The two sections above cover what most people set. The full field list:

  • Name — how it shows up in the picker when you attach a profile to a workload.
  • Team — the owning team. Immutable after creation.
  • Cluster — the cluster the profile targets. Immutable after creation; a profile is tied to one cluster.
  • Execution modestandalone or cluster. See Execution mode.
  • Max retries — how many times to retry an unsuccessful run. 0 (default) means no retries; -1 means retry indefinitely.
  • Compute — driver and worker sizing. See Sizing compute.
  • Libraries — PyPI packages, a requirements list, or a wheel URI to install before execution.
  • Environment variables — extra env passed to the Sail engine. Keys are the Sail configuration reference keys.
  • Endpoint limits (sessions) — how many clients can attach to one session at the same time over the Spark Connect endpoint. Defaults to 1 (one client per session); raise it to share a session across several clients.
  • Image URI (advanced) — override the Sail container image. Leave empty to use the platform default.

Creating a profile

Create a profile two ways:

  • From Clusters → Compute Profiles → Add Compute Profile.
  • Inline with Create profile while creating a job, session, or notebook, without leaving the form.

Either way, the profile is saved to its team and can be reused and shared.

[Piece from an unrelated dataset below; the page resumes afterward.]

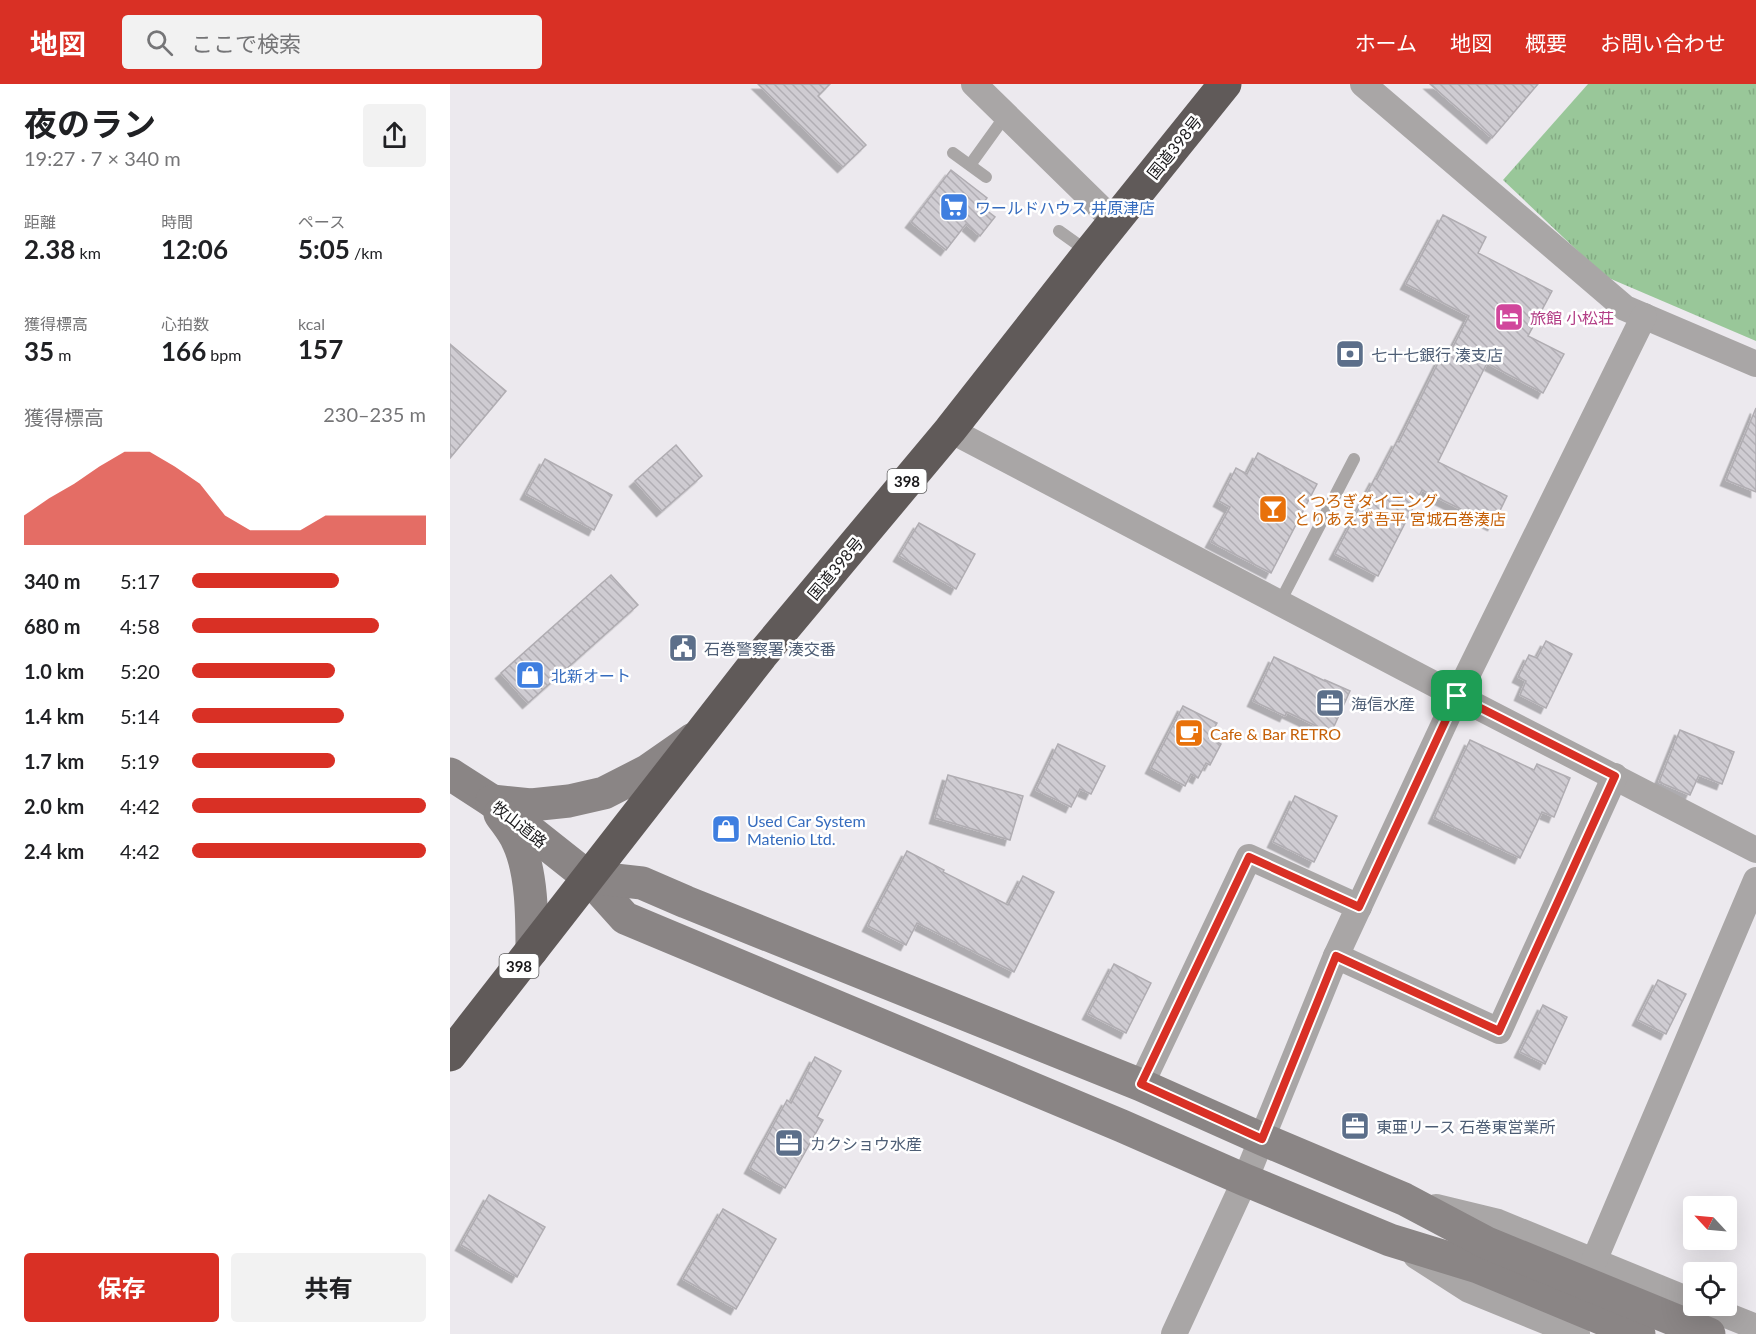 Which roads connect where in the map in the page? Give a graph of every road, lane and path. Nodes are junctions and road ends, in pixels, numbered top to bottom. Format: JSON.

How workloads use a profile

  • Jobs require a compute profile — every job version references one, and the run inherits its cluster, sizing, and engine settings. Changing the profile changes the next run without a job redeploy. See Defining jobs.
  • Sessions take a profile when created. The endpoint-limit field caps concurrent Spark Connect connections. See Sessions.
  • Notebooks reference a profile for the Sail pod behind the notebook. It's editable only while the notebook is stopped. See Notebooks.

Editing and deleting

  • Editable at any time: name, compute, libraries, env, endpoint limits, retries, image.
  • Immutable: team, cluster, and workload type. To move a profile to a different cluster or team, create a new one.
  • A profile in use by a job, session, or notebook can't be deleted out from under it; detach or delete the dependent workloads first.

API reference

  • Sessions: CreateWorkloadConfig, ListOrgWorkloadConfigs, DescribeWorkloadConfig — workload configs are the API name for compute profiles.
  • Jobs: job versions reference a workload config for their compute.
  • Clusters: the cluster a profile targets.